- TASK INSTRUCTIONS -
Below is a set of entries. Print the line that contains "pinky mcp: (782, 734)" and every later line word for word, through the final one.

- PROVIDED INFORMATION -
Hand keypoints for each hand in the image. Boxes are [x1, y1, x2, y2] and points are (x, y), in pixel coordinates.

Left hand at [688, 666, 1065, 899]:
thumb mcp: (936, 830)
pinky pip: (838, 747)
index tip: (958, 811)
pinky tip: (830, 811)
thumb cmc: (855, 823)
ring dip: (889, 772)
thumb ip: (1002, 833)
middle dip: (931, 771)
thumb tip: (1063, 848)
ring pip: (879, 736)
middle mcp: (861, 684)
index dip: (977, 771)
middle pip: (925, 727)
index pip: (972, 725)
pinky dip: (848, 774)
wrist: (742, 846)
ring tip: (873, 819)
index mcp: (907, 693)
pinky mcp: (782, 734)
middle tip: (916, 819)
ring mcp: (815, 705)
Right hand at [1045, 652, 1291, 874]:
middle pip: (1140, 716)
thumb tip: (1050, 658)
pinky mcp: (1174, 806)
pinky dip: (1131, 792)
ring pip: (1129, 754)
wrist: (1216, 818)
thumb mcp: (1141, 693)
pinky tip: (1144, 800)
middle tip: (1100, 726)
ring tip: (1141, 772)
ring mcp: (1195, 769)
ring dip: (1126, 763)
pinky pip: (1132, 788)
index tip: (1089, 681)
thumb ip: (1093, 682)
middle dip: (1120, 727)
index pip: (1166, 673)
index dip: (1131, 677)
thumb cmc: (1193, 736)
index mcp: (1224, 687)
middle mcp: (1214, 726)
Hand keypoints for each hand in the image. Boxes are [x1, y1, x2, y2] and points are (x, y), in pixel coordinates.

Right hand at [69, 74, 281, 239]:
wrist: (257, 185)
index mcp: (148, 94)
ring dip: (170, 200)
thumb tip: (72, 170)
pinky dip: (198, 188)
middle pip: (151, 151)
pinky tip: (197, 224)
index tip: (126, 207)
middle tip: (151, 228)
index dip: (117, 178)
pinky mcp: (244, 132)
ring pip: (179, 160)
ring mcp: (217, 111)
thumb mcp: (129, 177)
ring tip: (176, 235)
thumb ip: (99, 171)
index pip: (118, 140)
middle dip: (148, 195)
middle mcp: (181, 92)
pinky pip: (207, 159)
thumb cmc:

- RESULT FOR THIS EXERCISE -
pinky mcp: (782, 734)
middle tip: (916, 819)
ring mcp: (815, 705)
Right hand at [1045, 652, 1291, 874]:
middle pip: (1140, 716)
thumb tip: (1050, 658)
pinky mcp: (1174, 806)
pinky dip: (1131, 792)
ring pip: (1129, 754)
wrist: (1216, 818)
thumb mcp: (1141, 693)
pinky tip: (1144, 800)
middle tip: (1100, 726)
ring tip: (1141, 772)
ring mcp: (1195, 769)
ring dip: (1126, 763)
pinky pip: (1132, 788)
index tip: (1089, 681)
thumb ip: (1093, 682)
middle dip: (1120, 727)
index pip: (1166, 673)
index dip: (1131, 677)
thumb cmc: (1193, 736)
index mcp: (1224, 687)
middle mcp: (1214, 726)
Hand keypoints for each hand in the image. Boxes are [x1, y1, x2, y2] and points are (x, y), in pixel coordinates.

Right hand at [69, 74, 281, 239]:
wrist: (257, 185)
index mcp: (148, 94)
ring dip: (170, 200)
thumb tip: (72, 170)
pinky dip: (198, 188)
middle pip: (151, 151)
pinky tip: (197, 224)
index tip: (126, 207)
middle tip: (151, 228)
index dip: (117, 178)
pinky mcp: (244, 132)
ring pip: (179, 160)
ring mcp: (217, 111)
thumb mcp: (129, 177)
ring tip: (176, 235)
thumb ip: (99, 171)
index pip: (118, 140)
middle dip: (148, 195)
middle mcp: (181, 92)
pinky pip: (207, 159)
thumb cmc:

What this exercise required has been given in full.